Covid a Bari, un bimbo di tre anni si salva dalla terapia intensiva grazie a un farmaco biologico

3 Apr 2021 14:50 - di Redazione

Si salva  con un farmaco innovativo, non ancora approvato dai protocolli sanitari anti-covid. È successo a Bari a un bimbo di soli 3 anni. In gravi condizioni per iper-infiammazione post Covid. Grazie al farmaco biologico, somministrato in anticipo, rispetto ai protocolli,  il piccolo è riuscito a evitare la terapia intensiva. Dopo un ricovero durato 18 giorni nel reparto di Pediatria dell’ospedale Giovanni XXIII, il paziente-bimbo è stato dimesso.

Covid, un farmaco biologico salva un bimbo di 3 anni

Il bambino era arrivato in ospedale con i sintomi della Misc (Kawasaki post Covid). La sindrome infiammatoria multi-sistemica che i minori possono sviluppare a seguito del Covid19. Nonostante il paziente avesse avuto una forma asintomatica di Covid19, si era successivamente ammalato con un’iper-infiammazione post Covid.

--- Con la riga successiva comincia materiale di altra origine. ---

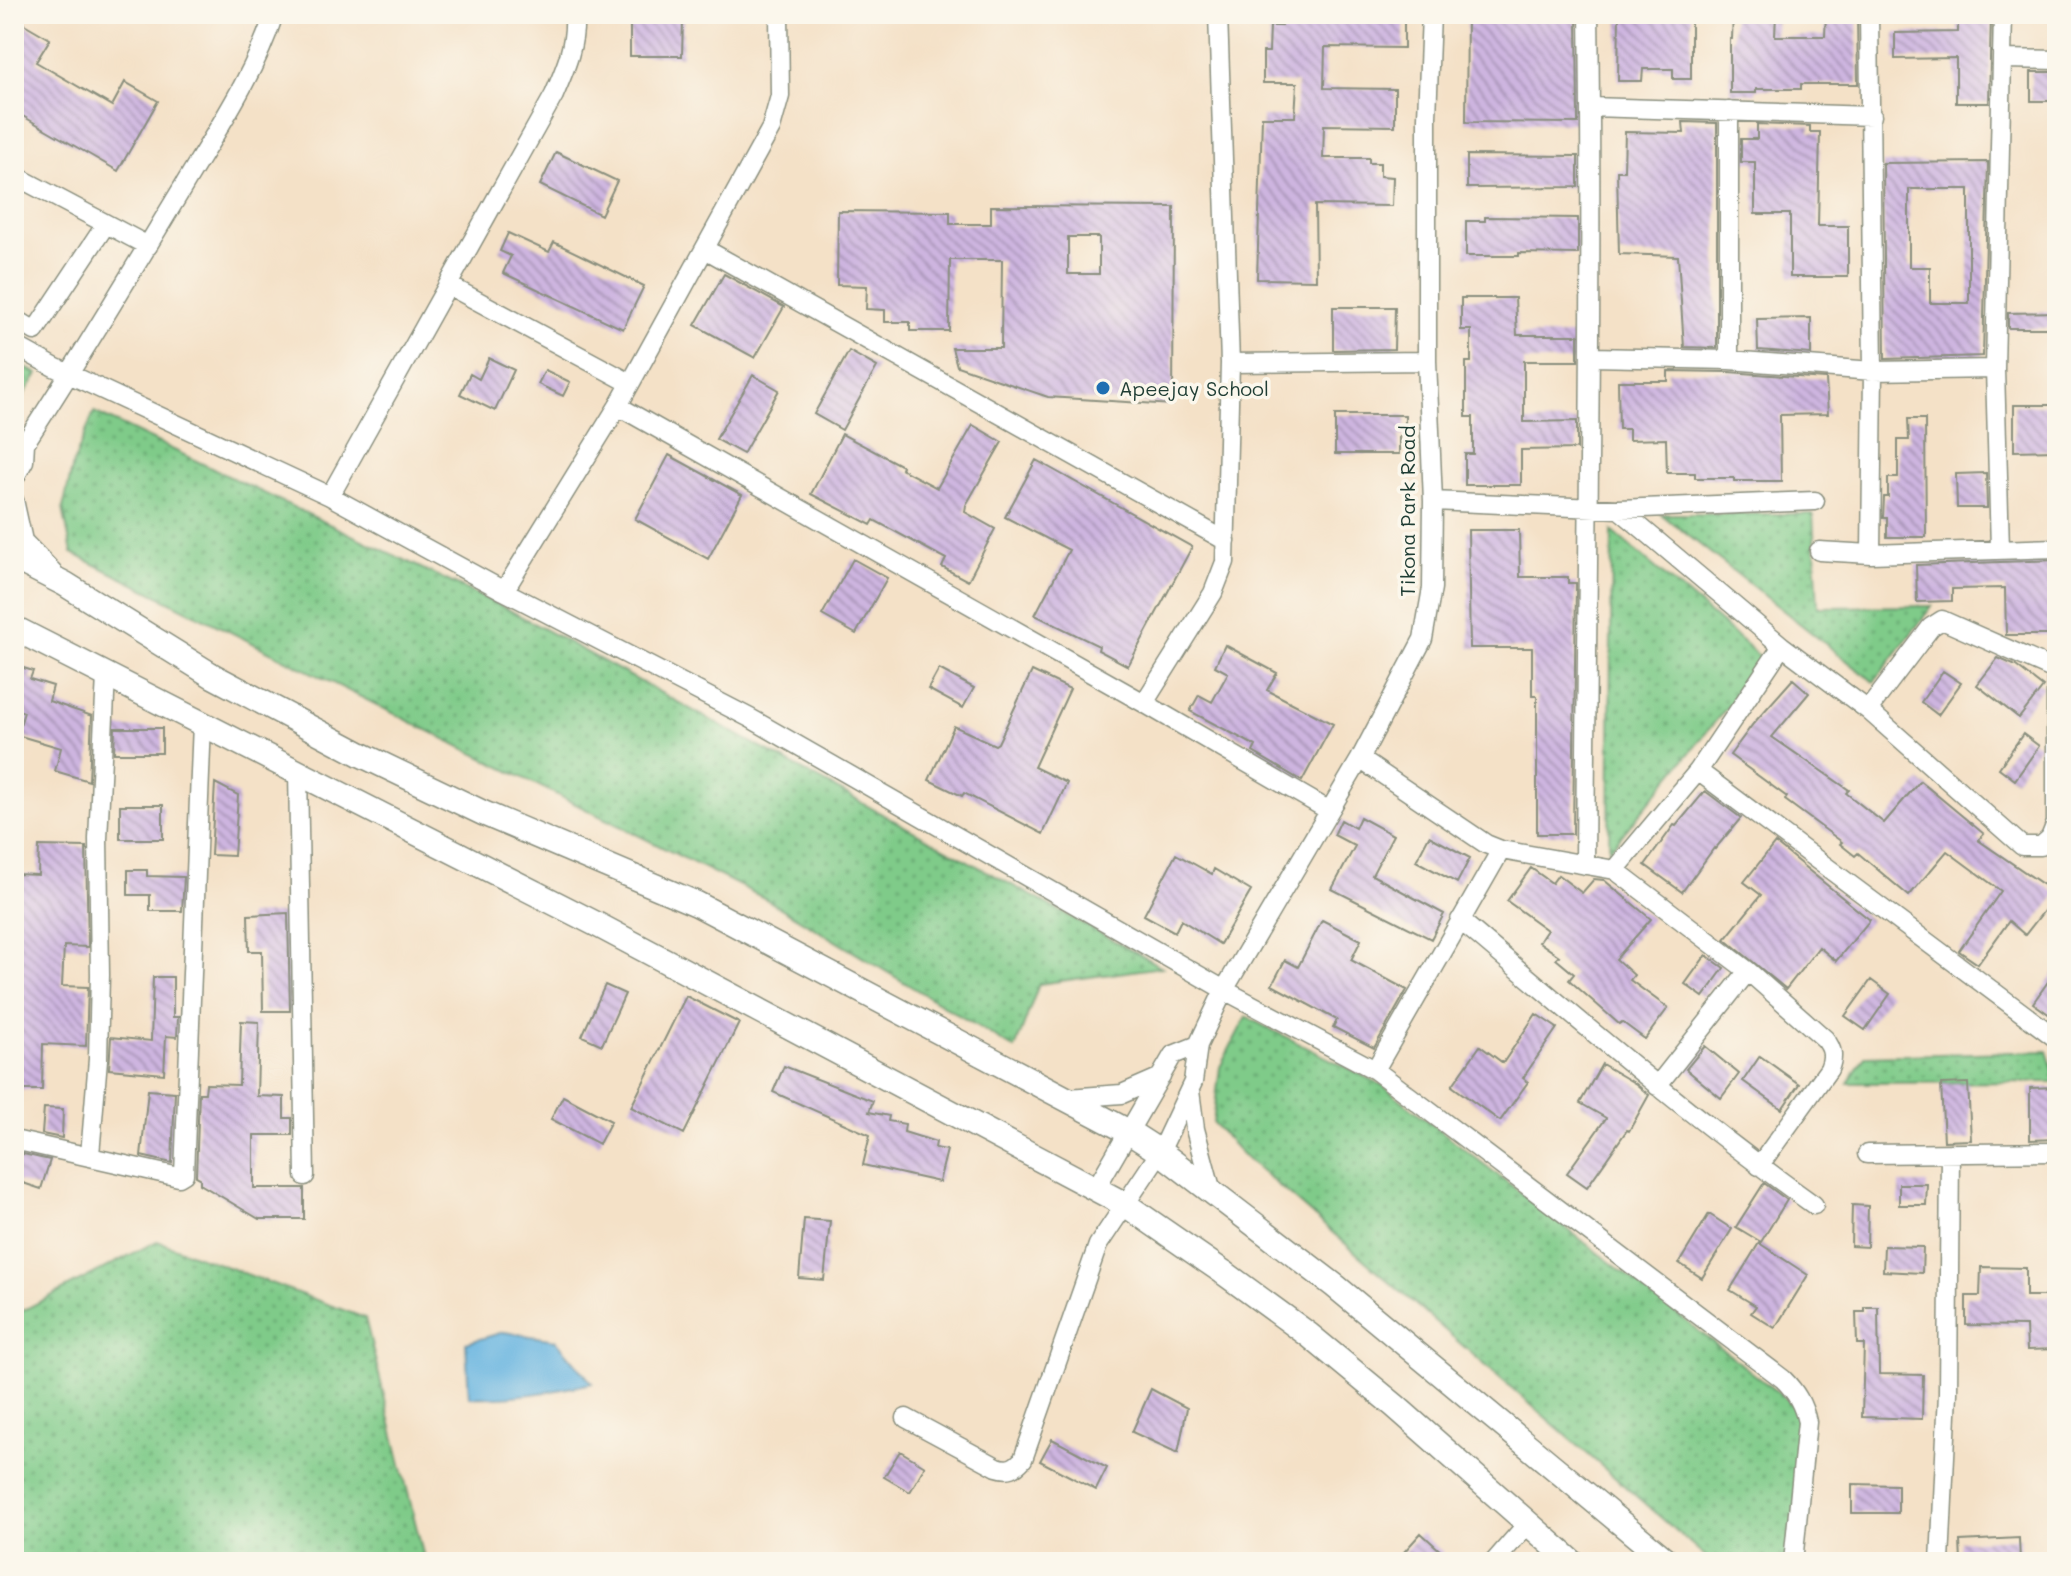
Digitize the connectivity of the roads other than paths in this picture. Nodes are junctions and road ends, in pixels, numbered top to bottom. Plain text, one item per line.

Una volta arrivato in ospedale i medici gli avevano riscontrato una infiammazione cardiaca con dilatazione coronarica e una meningite asettica. Conseguenze gravi che avrebbero portato il piccolo in terapia intensiva.

La scelta dei medici ha evitato la terapia intensiva

Vista la gravità della situazione i medici hanno deciso di anticipare la somministrazione del farmaco biologico innovativo, Anakinra. Che ha evitato la progressione della malattia. La reazione è stata buona e il minore adesso sta bene ed è tornato a casa.

Una patologia in crescita tra i minori

“In questa ondata pandemica abbiamo riscontrato un aumento di casi di iper-infiammazione post Covid anche nei più piccoli”, spiega il dottor Francesco La Torre. “Spesso i bambini hanno una infezione da covid asintomatica. Ma nelle settimane successive possono sviluppare una forma clinica che è simile alla malattia di Kawasaki. Ma molto più aggressiva. Si tratta di una infiammazione multiorgano che colpisce spesso il cuore. E che abbiamo già rilevato nella seconda ondata tra ottobre e dicembre. E che ha portato alcuni bambini in terapia intensiva. Solo nel nostro reparto di Pediatria ospedaliera nelle ultime 3 settimane – continua – abbiamo ricoverato 4 bambini. Che per fortuna adesso sono stati tutti dimessi. In tutto, però, abbiamo seguito 13 casi nel solo Giovanni XXIII”.